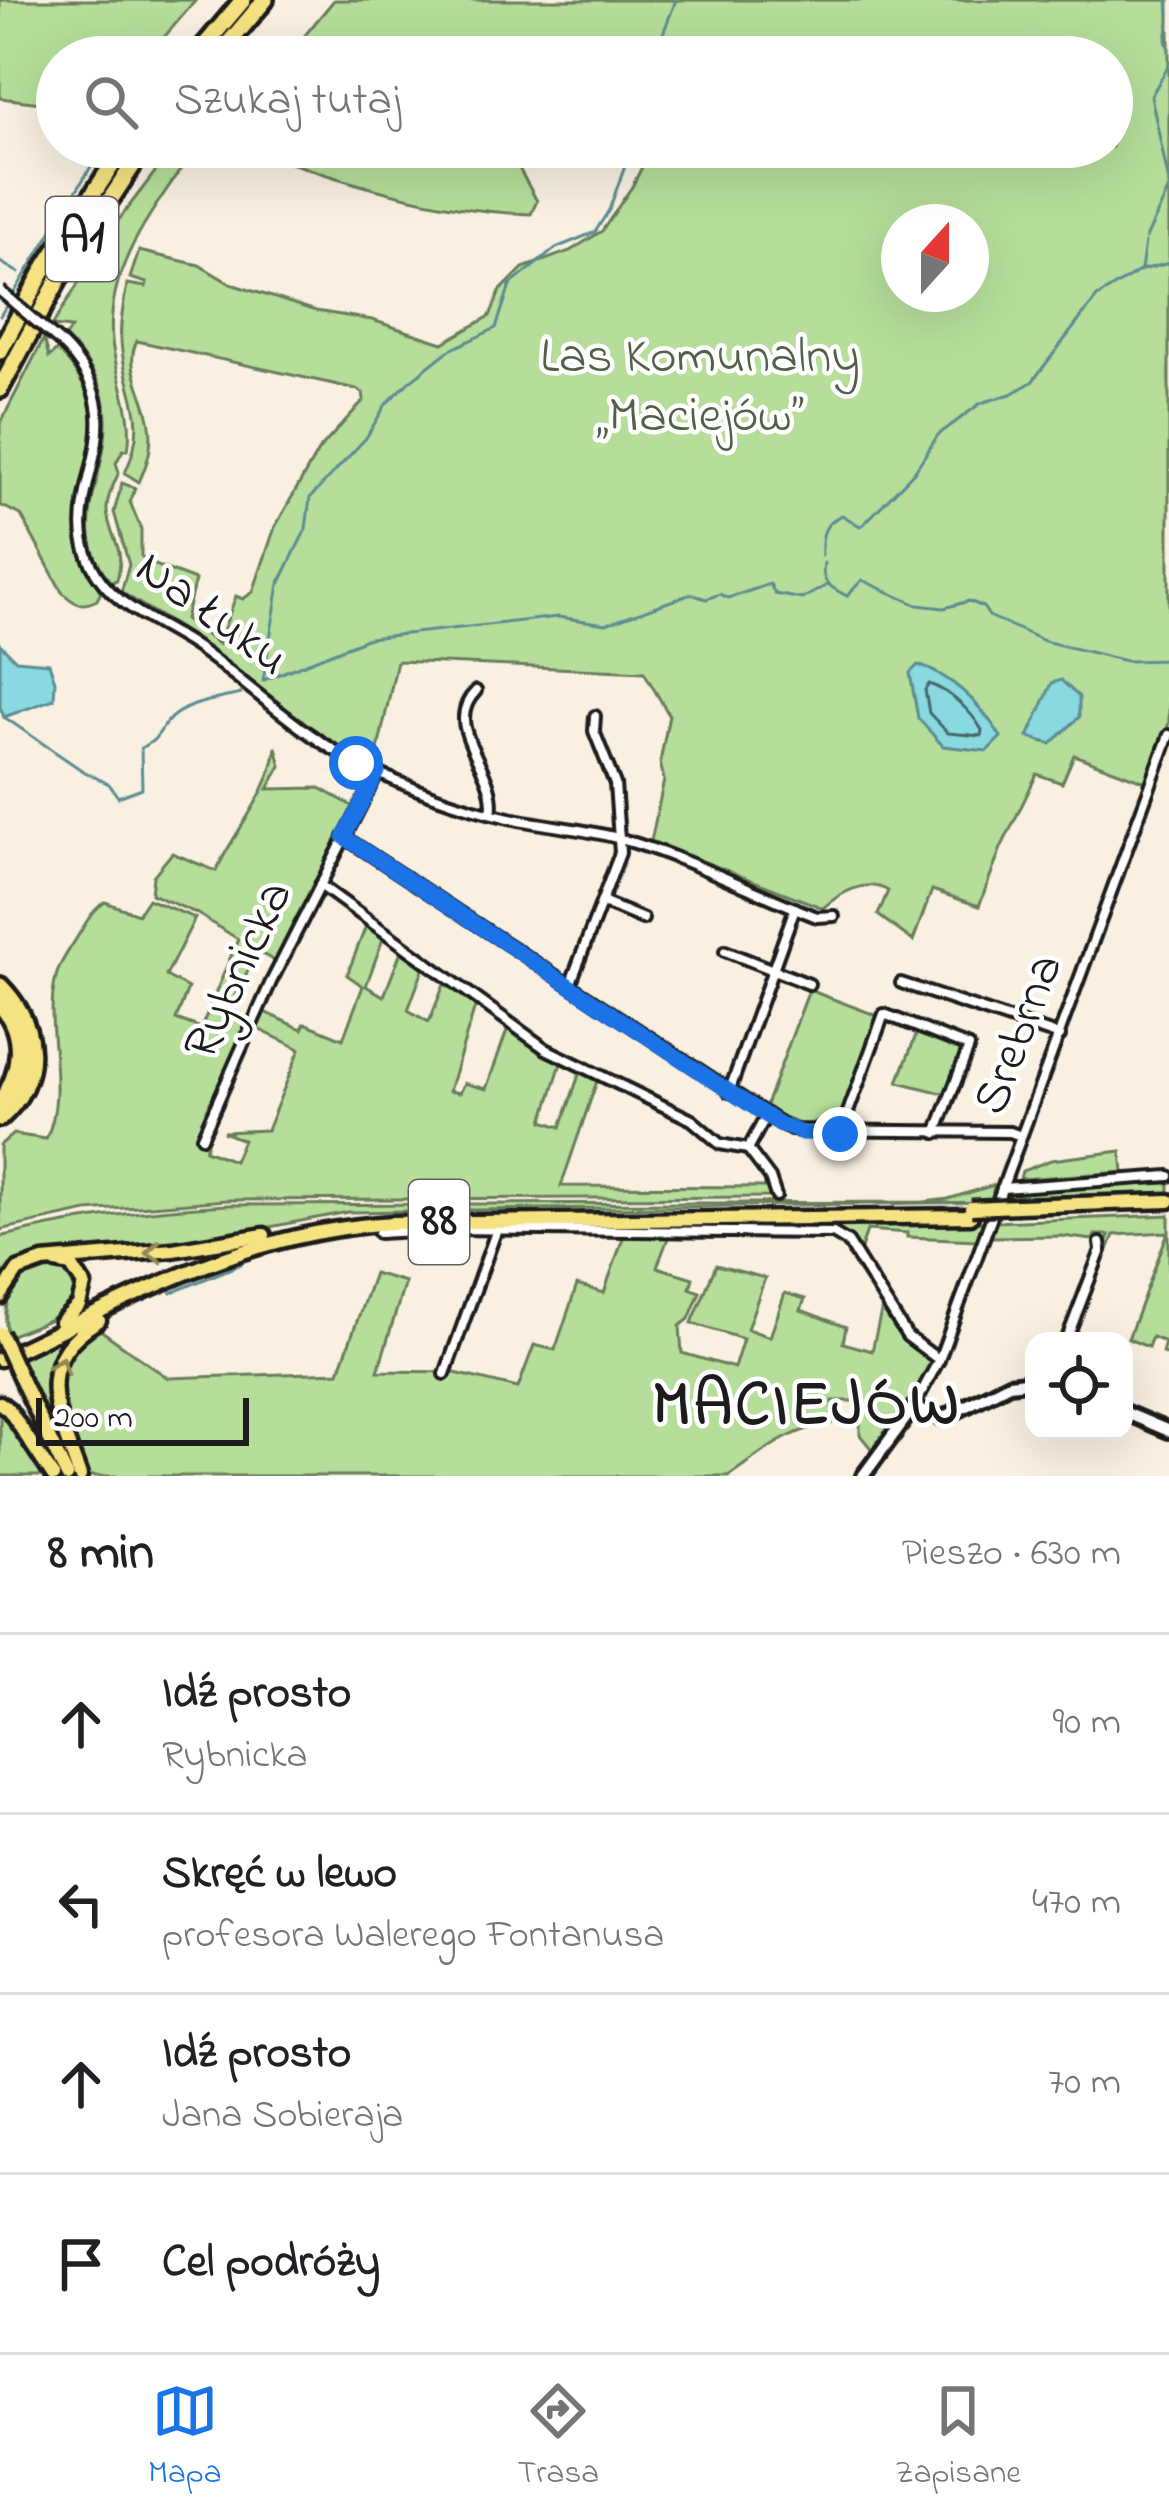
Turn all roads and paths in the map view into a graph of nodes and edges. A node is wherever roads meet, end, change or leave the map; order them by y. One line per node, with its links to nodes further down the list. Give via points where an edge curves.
1 (243, 0): 3 (highway)
2 (265, 0): 4 (highway)
3 (213, 36)
4 (235, 36)
5 (110, 168): 8 (highway, A1)
6 (131, 168): 9 (highway, A1, via 63,271)
7 (0, 291): 13 (street, Na Łuku, bridge, via 90,378 100,432 82,527 103,584 331,748)
8 (0, 351)
9 (0, 389)
10 (476, 691): 14 (street, via 462,720 492,796)
11 (595, 716): 16 (street, via 614,775)
12 (1169, 736): 29 (street, Srebrna)
13 (378, 772): 14 (street, Na Łuku); 15 (street, Rybnicka)
14 (490, 813): 16 (street, Na Łuku)
15 (344, 837): 17 (street, Rybnicka); 26 (street)
16 (620, 838): 18 (street); 19 (street, Na Łuku)
17 (320, 885): 37 (street, Rybnicka); 38 (street, via 541,1046 692,1120 720,1144)
18 (602, 902): 21 (street); 26 (street)
19 (795, 908): 20 (street, Na Łuku); 23 (street)
20 (834, 916)
21 (643, 919)
22 (725, 951): 23 (street)
23 (773, 971): 25 (street); 30 (street)
24 (901, 983): 29 (street)
25 (809, 984)
26 (570, 985): 30 (street)
27 (0, 986): 33 (highway, via 25,1017 32,1057 24,1089)
28 (0, 1004): 31 (highway, via 20,1056)
29 (1060, 1036): 36 (street, Srebrna)
30 (729, 1092): 32 (street)
31 (0, 1104)
32 (766, 1116): 35 (street, via 796,1132); 38 (street)
33 (0, 1118)
34 (936, 1133): 35 (street); 35 (street, via 969,1047 884,1014); 36 (street)
35 (840, 1134)
36 (1021, 1136): 40 (street, Srebrna)
37 (202, 1137)
38 (748, 1149): 41 (street)
39 (1169, 1176): 40 (street)
40 (1002, 1188): 55 (street, Srebrna)
41 (776, 1196)
42 (1169, 1204): 43 (main road, 88, bridge)
43 (971, 1212): 46 (main road, 88, via 393,1215); 49 (main road, 88, via 355,1225 242,1250)
44 (497, 1229): 45 (street); 55 (street, via 824,1232 844,1238 907,1336); 56 (street)
45 (379, 1233)
46 (264, 1235): 48 (main road, one-way to 48); 51 (main road, 88)
47 (1100, 1243): 52 (street)
48 (43, 1261): 50 (main road, via 18,1270); 51 (main road, via 71,1265 84,1285 79,1305)
49 (151, 1288): 54 (main road, 88); 64 (main road, one-way to 49, via 53,1391 58,1360 88,1327)
50 (0, 1297)
51 (61, 1322): 54 (main road, 88)
52 (1069, 1332)
53 (0, 1333): 63 (main road, bridge)
54 (0, 1355)
55 (938, 1360): 59 (street, Srebrna)
56 (445, 1374)
57 (1025, 1383): 59 (street, via 938,1418)
58 (0, 1403): 62 (main road)
59 (913, 1408): 65 (street)
60 (1133, 1416): 61 (street)
61 (1169, 1431)
62 (53, 1476)
63 (67, 1476)
64 (80, 1476)
65 (863, 1476)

:::

Read the entries above, then pull out the lines that include "Srebrna".

Response box:
12 (1169, 736): 29 (street, Srebrna)
29 (1060, 1036): 36 (street, Srebrna)
36 (1021, 1136): 40 (street, Srebrna)
40 (1002, 1188): 55 (street, Srebrna)
55 (938, 1360): 59 (street, Srebrna)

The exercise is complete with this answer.